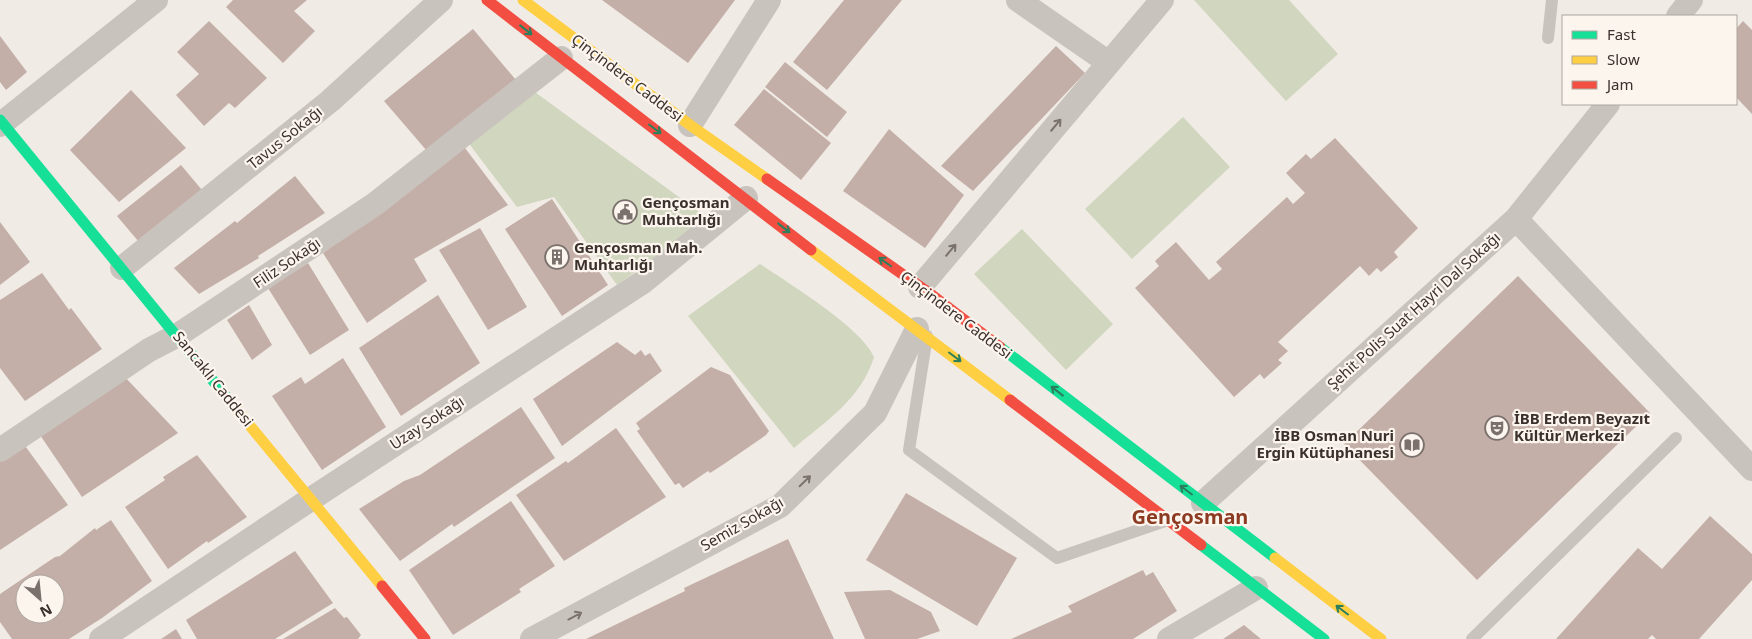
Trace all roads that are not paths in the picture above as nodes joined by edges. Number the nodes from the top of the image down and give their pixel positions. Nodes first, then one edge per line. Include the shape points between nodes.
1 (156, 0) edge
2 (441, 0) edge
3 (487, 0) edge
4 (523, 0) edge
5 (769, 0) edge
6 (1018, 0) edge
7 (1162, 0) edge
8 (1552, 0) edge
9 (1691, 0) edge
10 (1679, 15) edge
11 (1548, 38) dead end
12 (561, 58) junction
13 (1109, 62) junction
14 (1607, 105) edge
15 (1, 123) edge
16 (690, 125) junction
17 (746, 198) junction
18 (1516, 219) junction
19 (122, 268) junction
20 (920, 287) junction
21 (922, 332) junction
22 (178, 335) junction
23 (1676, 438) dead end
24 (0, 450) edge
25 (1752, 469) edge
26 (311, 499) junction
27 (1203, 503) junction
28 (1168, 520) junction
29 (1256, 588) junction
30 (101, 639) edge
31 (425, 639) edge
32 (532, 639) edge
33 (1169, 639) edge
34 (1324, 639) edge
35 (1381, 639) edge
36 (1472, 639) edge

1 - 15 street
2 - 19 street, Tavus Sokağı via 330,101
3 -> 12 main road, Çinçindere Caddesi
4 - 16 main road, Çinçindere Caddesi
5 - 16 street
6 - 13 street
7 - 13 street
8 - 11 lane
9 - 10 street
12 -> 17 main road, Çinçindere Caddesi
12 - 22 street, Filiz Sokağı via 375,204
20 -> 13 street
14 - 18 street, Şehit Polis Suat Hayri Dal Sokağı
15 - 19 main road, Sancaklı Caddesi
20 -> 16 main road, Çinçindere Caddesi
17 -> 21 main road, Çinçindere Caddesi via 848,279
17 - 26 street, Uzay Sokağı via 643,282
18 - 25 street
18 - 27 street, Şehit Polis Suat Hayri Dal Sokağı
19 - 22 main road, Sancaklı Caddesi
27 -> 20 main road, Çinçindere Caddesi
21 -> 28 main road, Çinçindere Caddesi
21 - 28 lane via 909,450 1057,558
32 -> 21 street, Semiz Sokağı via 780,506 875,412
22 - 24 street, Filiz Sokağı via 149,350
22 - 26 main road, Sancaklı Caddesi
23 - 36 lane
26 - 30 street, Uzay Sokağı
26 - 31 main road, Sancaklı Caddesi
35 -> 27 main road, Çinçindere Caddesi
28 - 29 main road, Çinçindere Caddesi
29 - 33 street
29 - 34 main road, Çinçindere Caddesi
══════
▶ **GOAL OF THE EXERCISE**: What is needed is a copy of every line above in which "Sokağı" appears.

▶ **OUTPUT OF THE EXERCISE**:
2 - 19 street, Tavus Sokağı via 330,101
12 - 22 street, Filiz Sokağı via 375,204
14 - 18 street, Şehit Polis Suat Hayri Dal Sokağı
17 - 26 street, Uzay Sokağı via 643,282
18 - 27 street, Şehit Polis Suat Hayri Dal Sokağı
32 -> 21 street, Semiz Sokağı via 780,506 875,412
22 - 24 street, Filiz Sokağı via 149,350
26 - 30 street, Uzay Sokağı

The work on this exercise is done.